• **Problem to work on**: Your answer must be an exact transcription of the data, with every picture omitted.

[Entries taken from a collection]

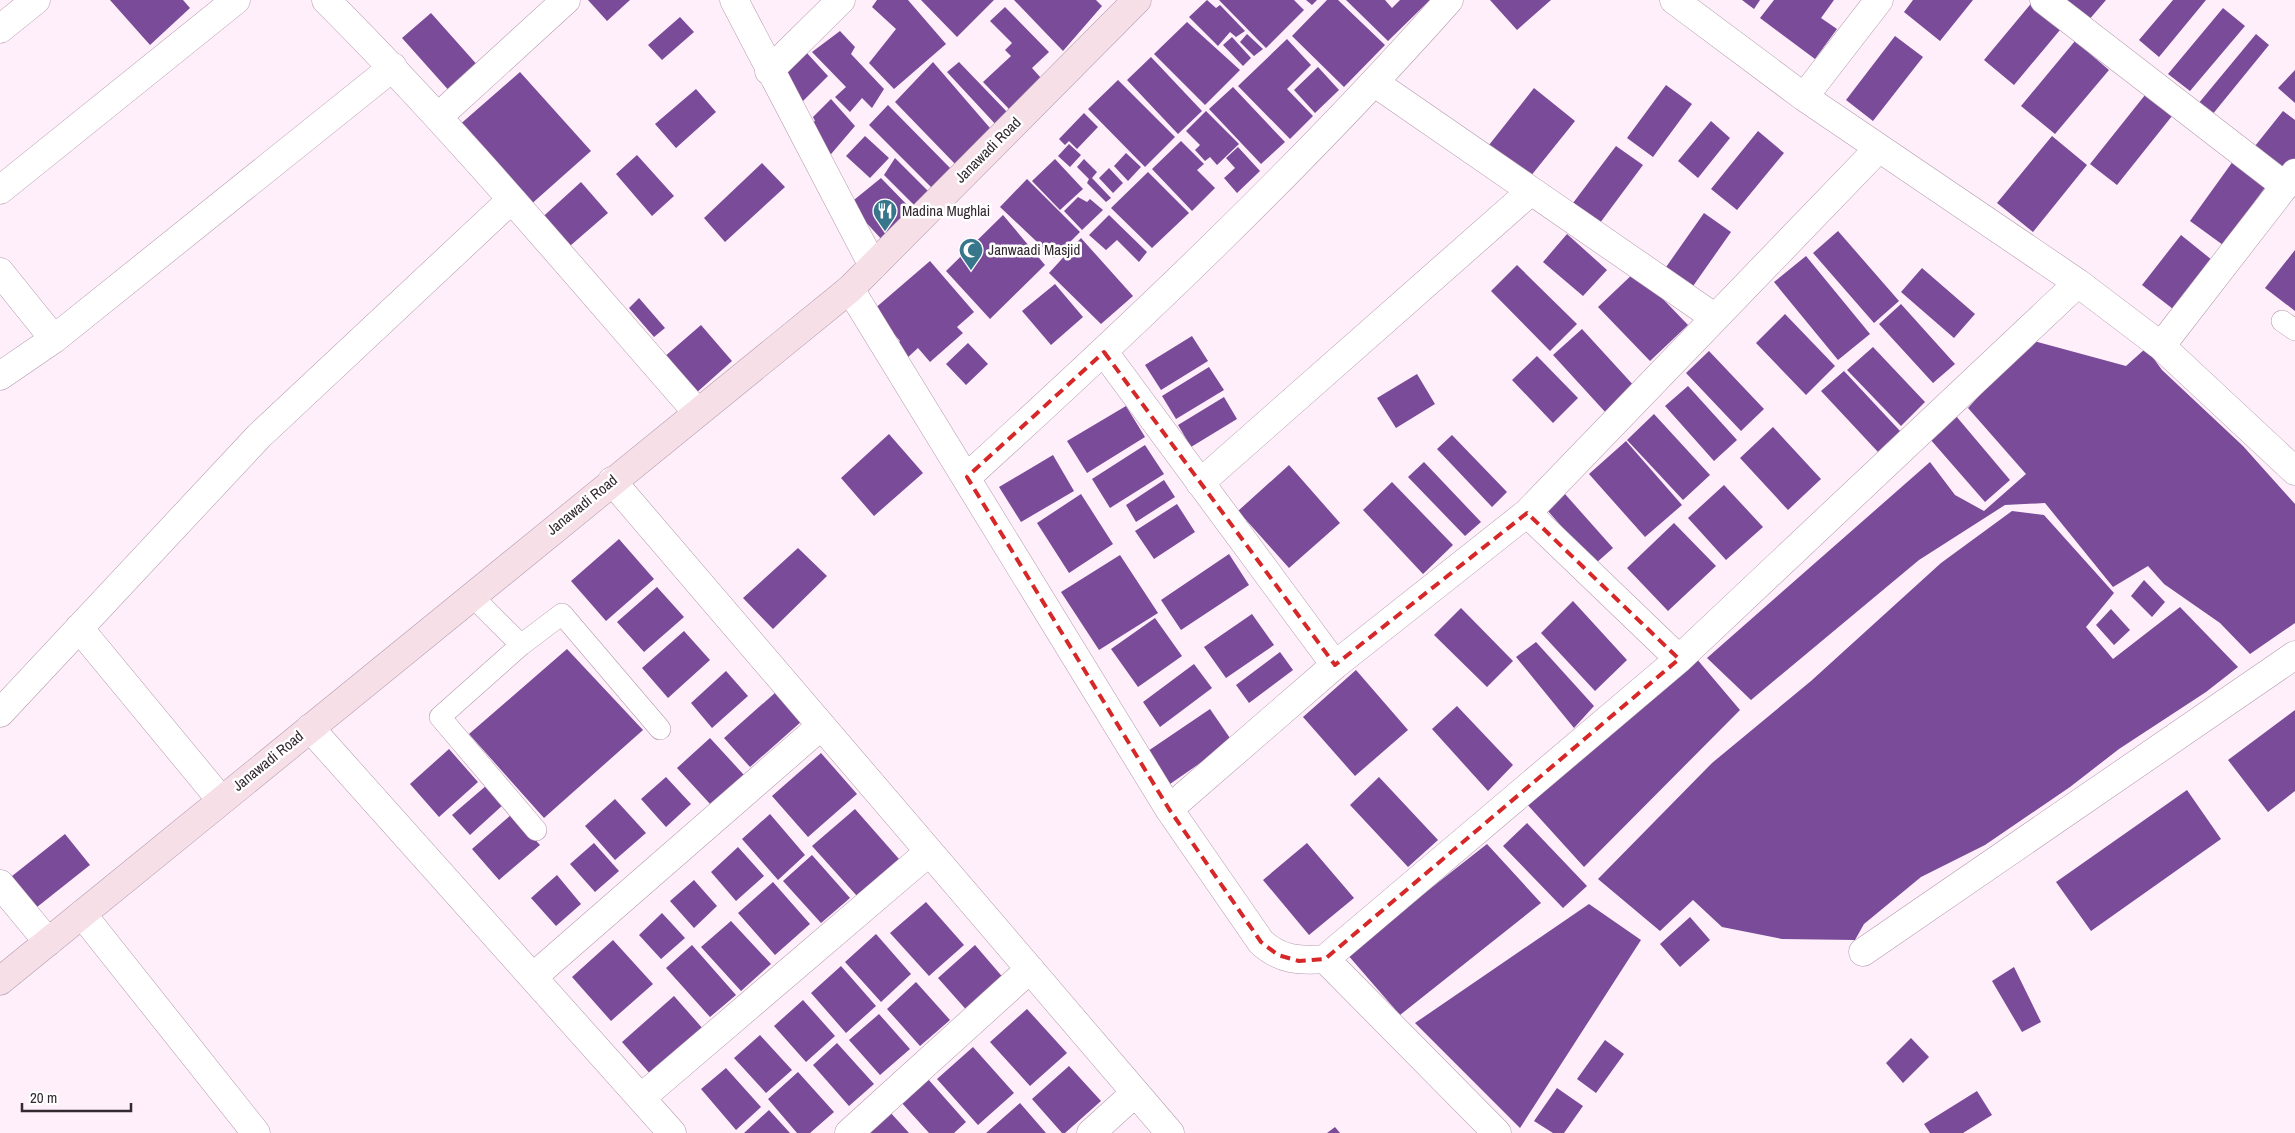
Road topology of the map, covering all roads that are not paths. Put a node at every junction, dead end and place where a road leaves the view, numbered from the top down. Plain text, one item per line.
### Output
1 (36, 0) edge
2 (236, 0) edge
3 (326, 0) edge
4 (566, 0) edge
5 (734, 0) edge
6 (841, 0) edge
7 (1137, 0) edge
8 (1449, 0) edge
9 (1674, 0) edge
10 (1879, 0) edge
11 (2044, 0) edge
12 (0, 29) edge
13 (393, 67) junction
14 (770, 71) junction
15 (1375, 84) junction
16 (1804, 97) junction
17 (438, 117) junction
18 (1879, 148) junction
19 (2290, 180) edge
20 (0, 190) edge
21 (1531, 191) junction
22 (511, 200) junction
23 (873, 266) junction
24 (0, 272) edge
25 (2078, 283) junction
26 (850, 289) junction
27 (1714, 317) junction
28 (54, 339) junction
29 (2161, 346) junction
30 (1104, 352) junction
31 (0, 376) edge
32 (697, 412) junction
33 (2295, 471) edge
34 (967, 477) junction
35 (612, 480) junction
36 (1200, 483) junction
37 (1527, 512) junction
38 (472, 595) junction
39 (79, 628) junction
40 (521, 645) junction
41 (2295, 655) edge
42 (1678, 659) junction
43 (1334, 665) junction
44 (0, 713) edge
45 (821, 726) junction
46 (310, 728) junction
47 (660, 729) dead end
48 (221, 800) junction
49 (1169, 809) junction
50 (536, 830) dead end
51 (929, 852) junction
52 (0, 884) edge
53 (82, 914) junction
54 (48, 942) junction
55 (1863, 952) dead end
56 (1324, 959) junction
57 (1030, 969) junction
58 (533, 977) junction
59 (0, 981) edge
60 (1136, 1093) junction
61 (641, 1098) junction
62 (256, 1133) edge
63 (672, 1133) edge
64 (848, 1133) edge
65 (1091, 1133) edge
66 (1170, 1133) edge
67 (1497, 1133) edge

1 - 12 street
2 - 20 street
3 - 13 street
4 - 17 street
5 - 14 street
6 - 14 street
7 - 23 street, Janawadi Road
8 - 15 street
9 - 16 street
10 - 16 street
11 - 19 street
13 - 17 street
13 - 28 street
14 - 23 street
15 - 21 street
15 - 30 street
16 - 18 street
17 - 22 street
18 - 25 street
18 - 27 street
19 - 29 street
21 - 27 street
21 - 36 street
22 - 32 street
22 - 39 street
23 - 26 street, Janawadi Road
24 - 28 street
25 - 29 street
25 - 42 street
26 - 32 street, Janawadi Road
26 - 34 street
27 - 37 street
28 - 31 street
29 - 33 street
30 - 34 street
30 - 36 street
32 - 35 street, Janawadi Road
34 - 49 street
35 - 38 street, Janawadi Road
35 - 45 street
36 - 43 street
37 - 42 street
37 - 43 street
38 - 40 lane
38 - 46 street, Janawadi Road
39 - 44 street
39 - 48 street
40 - 47 lane
40 - 50 lane
41 - 55 street
42 - 56 street
43 - 49 street
45 - 51 street
45 - 58 street
46 - 48 street, Janawadi Road
46 - 58 street
48 - 53 street, Janawadi Road
49 - 56 street
51 - 57 street
51 - 61 street
52 - 54 street
53 - 54 street, Janawadi Road
53 - 62 street
54 - 59 street, Janawadi Road
56 - 67 street
57 - 60 street
57 - 64 street
58 - 61 street
60 - 65 street
60 - 66 street
61 - 63 street

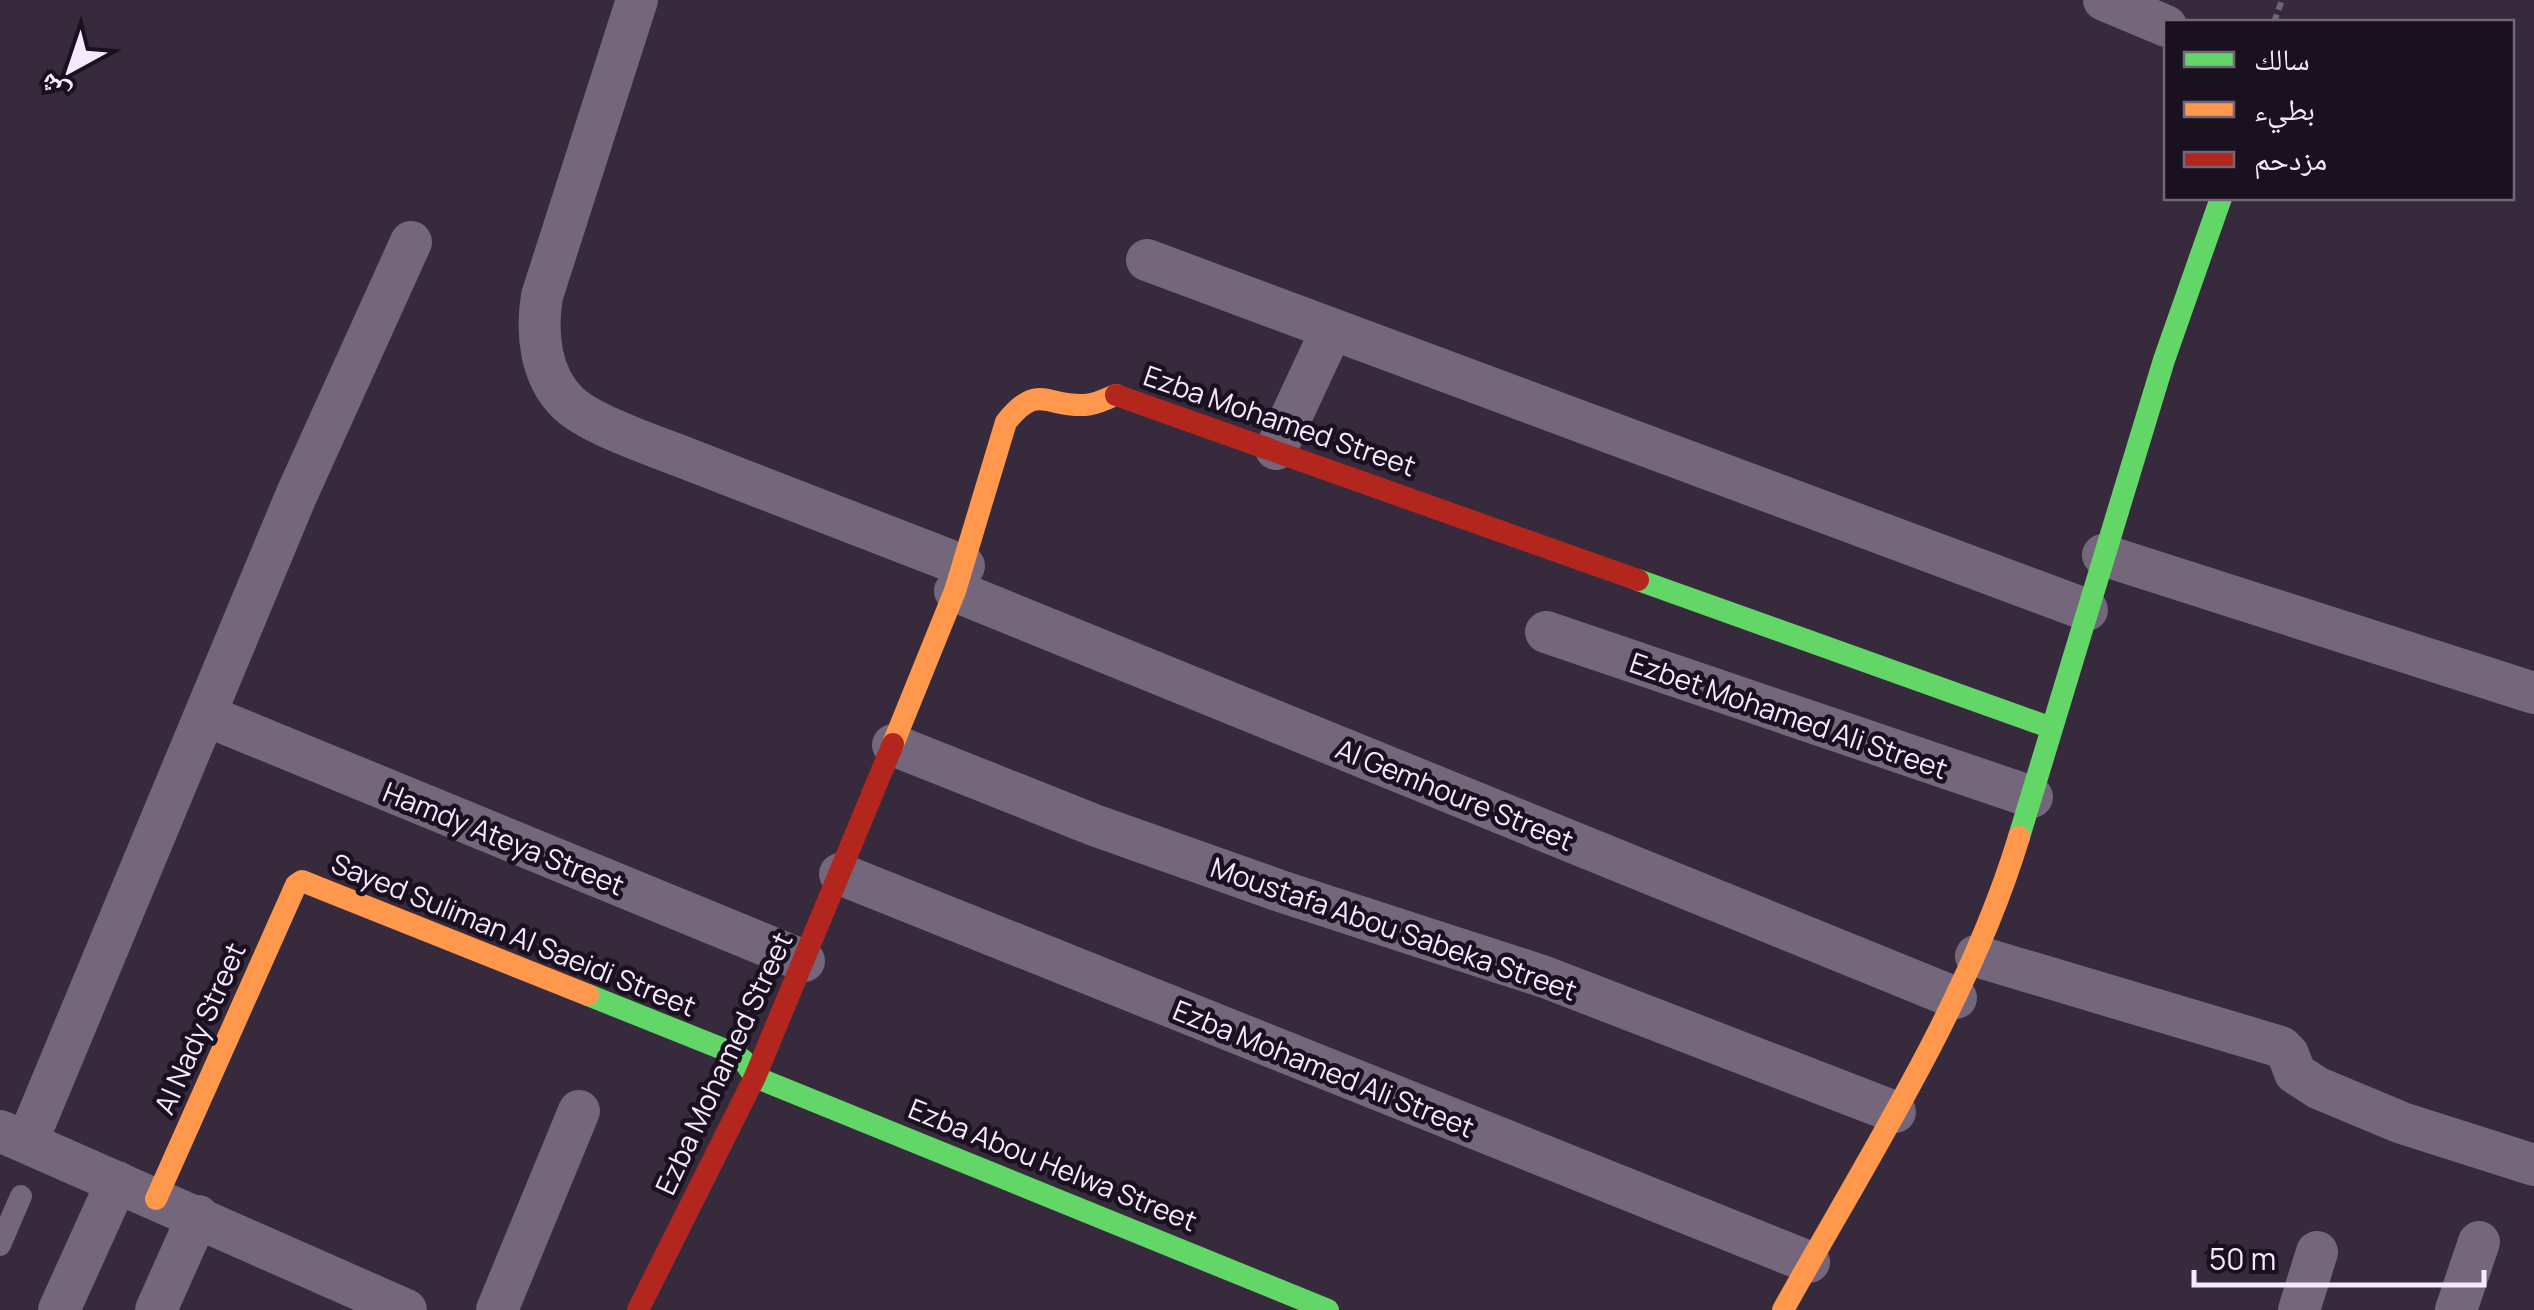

• **Result**:
Road topology of the map, covering all roads that are not paths. Put a node at every junction, dead end and place where a road leaves the view, numbered from the top down. Plain text, one item per line.
### Output
1 (36, 0) edge
2 (236, 0) edge
3 (326, 0) edge
4 (566, 0) edge
5 (734, 0) edge
6 (841, 0) edge
7 (1137, 0) edge
8 (1449, 0) edge
9 (1674, 0) edge
10 (1879, 0) edge
11 (2044, 0) edge
12 (0, 29) edge
13 (393, 67) junction
14 (770, 71) junction
15 (1375, 84) junction
16 (1804, 97) junction
17 (438, 117) junction
18 (1879, 148) junction
19 (2290, 180) edge
20 (0, 190) edge
21 (1531, 191) junction
22 (511, 200) junction
23 (873, 266) junction
24 (0, 272) edge
25 (2078, 283) junction
26 (850, 289) junction
27 (1714, 317) junction
28 (54, 339) junction
29 (2161, 346) junction
30 (1104, 352) junction
31 (0, 376) edge
32 (697, 412) junction
33 (2295, 471) edge
34 (967, 477) junction
35 (612, 480) junction
36 (1200, 483) junction
37 (1527, 512) junction
38 (472, 595) junction
39 (79, 628) junction
40 (521, 645) junction
41 (2295, 655) edge
42 (1678, 659) junction
43 (1334, 665) junction
44 (0, 713) edge
45 (821, 726) junction
46 (310, 728) junction
47 (660, 729) dead end
48 (221, 800) junction
49 (1169, 809) junction
50 (536, 830) dead end
51 (929, 852) junction
52 (0, 884) edge
53 (82, 914) junction
54 (48, 942) junction
55 (1863, 952) dead end
56 (1324, 959) junction
57 (1030, 969) junction
58 (533, 977) junction
59 (0, 981) edge
60 (1136, 1093) junction
61 (641, 1098) junction
62 (256, 1133) edge
63 (672, 1133) edge
64 (848, 1133) edge
65 (1091, 1133) edge
66 (1170, 1133) edge
67 (1497, 1133) edge

1 - 12 street
2 - 20 street
3 - 13 street
4 - 17 street
5 - 14 street
6 - 14 street
7 - 23 street, Janawadi Road
8 - 15 street
9 - 16 street
10 - 16 street
11 - 19 street
13 - 17 street
13 - 28 street
14 - 23 street
15 - 21 street
15 - 30 street
16 - 18 street
17 - 22 street
18 - 25 street
18 - 27 street
19 - 29 street
21 - 27 street
21 - 36 street
22 - 32 street
22 - 39 street
23 - 26 street, Janawadi Road
24 - 28 street
25 - 29 street
25 - 42 street
26 - 32 street, Janawadi Road
26 - 34 street
27 - 37 street
28 - 31 street
29 - 33 street
30 - 34 street
30 - 36 street
32 - 35 street, Janawadi Road
34 - 49 street
35 - 38 street, Janawadi Road
35 - 45 street
36 - 43 street
37 - 42 street
37 - 43 street
38 - 40 lane
38 - 46 street, Janawadi Road
39 - 44 street
39 - 48 street
40 - 47 lane
40 - 50 lane
41 - 55 street
42 - 56 street
43 - 49 street
45 - 51 street
45 - 58 street
46 - 48 street, Janawadi Road
46 - 58 street
48 - 53 street, Janawadi Road
49 - 56 street
51 - 57 street
51 - 61 street
52 - 54 street
53 - 54 street, Janawadi Road
53 - 62 street
54 - 59 street, Janawadi Road
56 - 67 street
57 - 60 street
57 - 64 street
58 - 61 street
60 - 65 street
60 - 66 street
61 - 63 street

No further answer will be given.